→ **INSTRUCTIONS TO FOLLOW**:
In the listing below, find the line containing "pinky pip: (129, 148)" and the line containing "ring tip: (230, 222)". Repeat exactly those two lines and every line between them, nothing more.

▶

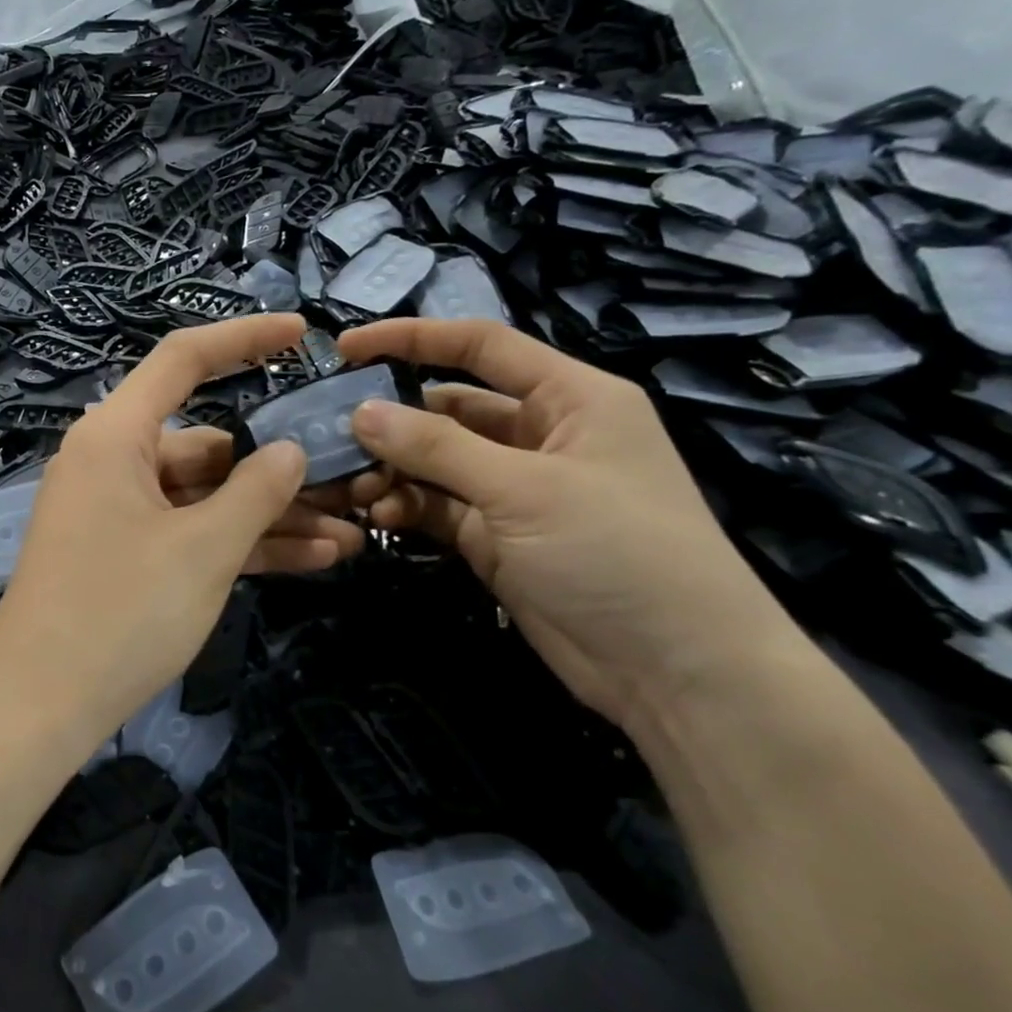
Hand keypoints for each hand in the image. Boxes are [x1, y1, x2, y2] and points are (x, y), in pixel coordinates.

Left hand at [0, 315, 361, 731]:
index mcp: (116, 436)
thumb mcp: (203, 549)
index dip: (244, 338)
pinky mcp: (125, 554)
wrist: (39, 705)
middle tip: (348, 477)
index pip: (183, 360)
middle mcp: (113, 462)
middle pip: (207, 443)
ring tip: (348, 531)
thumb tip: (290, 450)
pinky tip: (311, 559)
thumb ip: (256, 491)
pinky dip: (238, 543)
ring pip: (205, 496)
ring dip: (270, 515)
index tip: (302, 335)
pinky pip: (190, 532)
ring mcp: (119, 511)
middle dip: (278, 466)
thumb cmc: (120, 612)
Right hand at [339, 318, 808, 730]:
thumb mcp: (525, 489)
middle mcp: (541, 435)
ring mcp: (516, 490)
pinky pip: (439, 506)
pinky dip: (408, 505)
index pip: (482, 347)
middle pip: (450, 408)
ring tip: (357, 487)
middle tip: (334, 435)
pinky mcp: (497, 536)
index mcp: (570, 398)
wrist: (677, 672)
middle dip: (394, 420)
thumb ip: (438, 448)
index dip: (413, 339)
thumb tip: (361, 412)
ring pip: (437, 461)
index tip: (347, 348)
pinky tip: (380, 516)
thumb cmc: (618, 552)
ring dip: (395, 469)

◀
▶

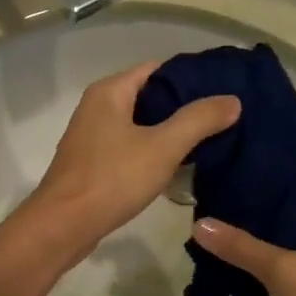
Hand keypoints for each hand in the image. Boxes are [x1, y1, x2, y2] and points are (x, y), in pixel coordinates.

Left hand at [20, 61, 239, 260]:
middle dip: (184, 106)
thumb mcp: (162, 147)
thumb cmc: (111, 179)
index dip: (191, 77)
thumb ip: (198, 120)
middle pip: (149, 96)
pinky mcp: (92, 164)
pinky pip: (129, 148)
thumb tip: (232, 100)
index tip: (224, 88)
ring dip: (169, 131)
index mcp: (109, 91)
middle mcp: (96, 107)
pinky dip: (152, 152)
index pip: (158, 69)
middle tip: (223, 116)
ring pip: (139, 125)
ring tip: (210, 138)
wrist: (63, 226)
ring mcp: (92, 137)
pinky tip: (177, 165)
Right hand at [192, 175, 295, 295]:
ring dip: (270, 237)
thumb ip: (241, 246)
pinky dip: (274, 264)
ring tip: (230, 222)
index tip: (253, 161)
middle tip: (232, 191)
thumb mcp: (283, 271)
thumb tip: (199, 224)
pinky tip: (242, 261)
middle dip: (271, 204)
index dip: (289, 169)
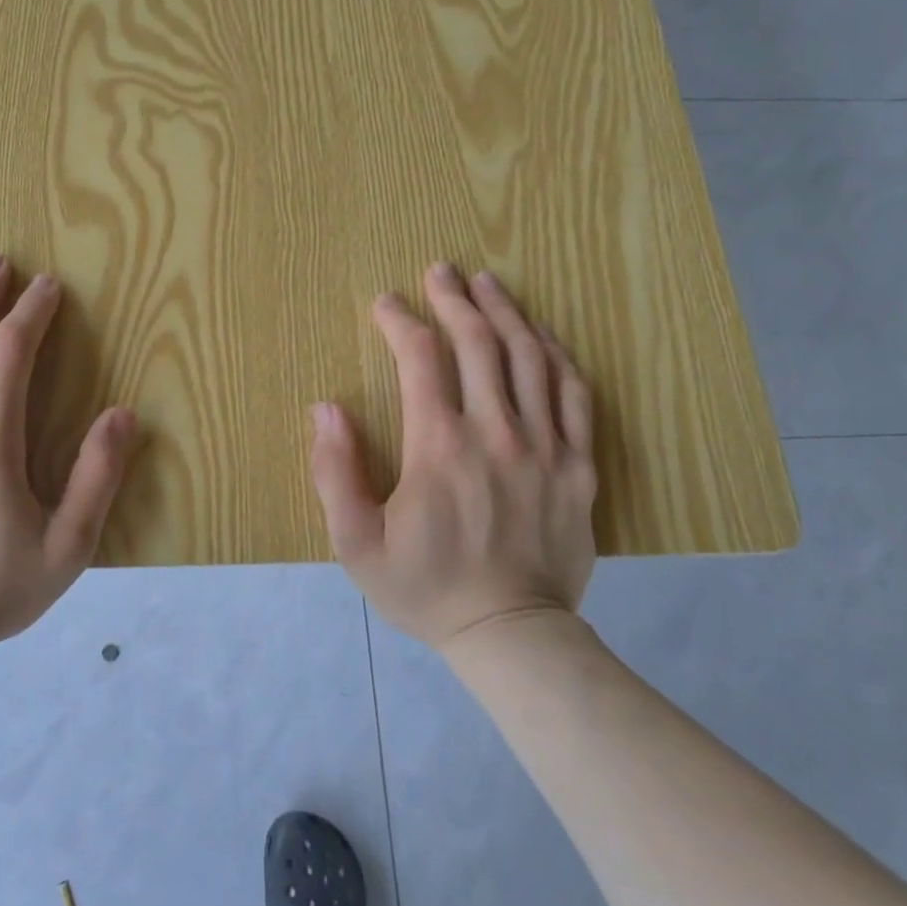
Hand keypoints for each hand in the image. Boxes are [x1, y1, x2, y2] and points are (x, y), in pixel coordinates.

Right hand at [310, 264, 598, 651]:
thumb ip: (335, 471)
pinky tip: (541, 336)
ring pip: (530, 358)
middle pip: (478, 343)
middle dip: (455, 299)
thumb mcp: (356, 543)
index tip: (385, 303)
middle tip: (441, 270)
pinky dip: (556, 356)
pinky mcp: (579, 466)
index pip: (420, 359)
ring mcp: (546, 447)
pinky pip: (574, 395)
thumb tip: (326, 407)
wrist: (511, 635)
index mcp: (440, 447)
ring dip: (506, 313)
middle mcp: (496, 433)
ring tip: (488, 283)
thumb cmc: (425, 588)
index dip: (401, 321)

◀

→ **RESULT FOR THIS EXERCISE**:
pinky pip: (129, 148)
thumb tip: (232, 100)
index tip: (224, 88)
ring dip: (169, 131)
index mcp: (109, 91)
middle mcp: (96, 107)
pinky dip: (152, 152)
index pip: (158, 69)
middle tip: (223, 116)
ring pip: (139, 125)
ring tip: (210, 138)
wrist: (63, 226)
ring mcp: (92, 137)
pinky tip: (177, 165)
Right hand at [192, 175, 295, 295]:
ring dip: (270, 237)
thumb ip: (241, 246)
pinky dip: (274, 264)
ring tip: (230, 222)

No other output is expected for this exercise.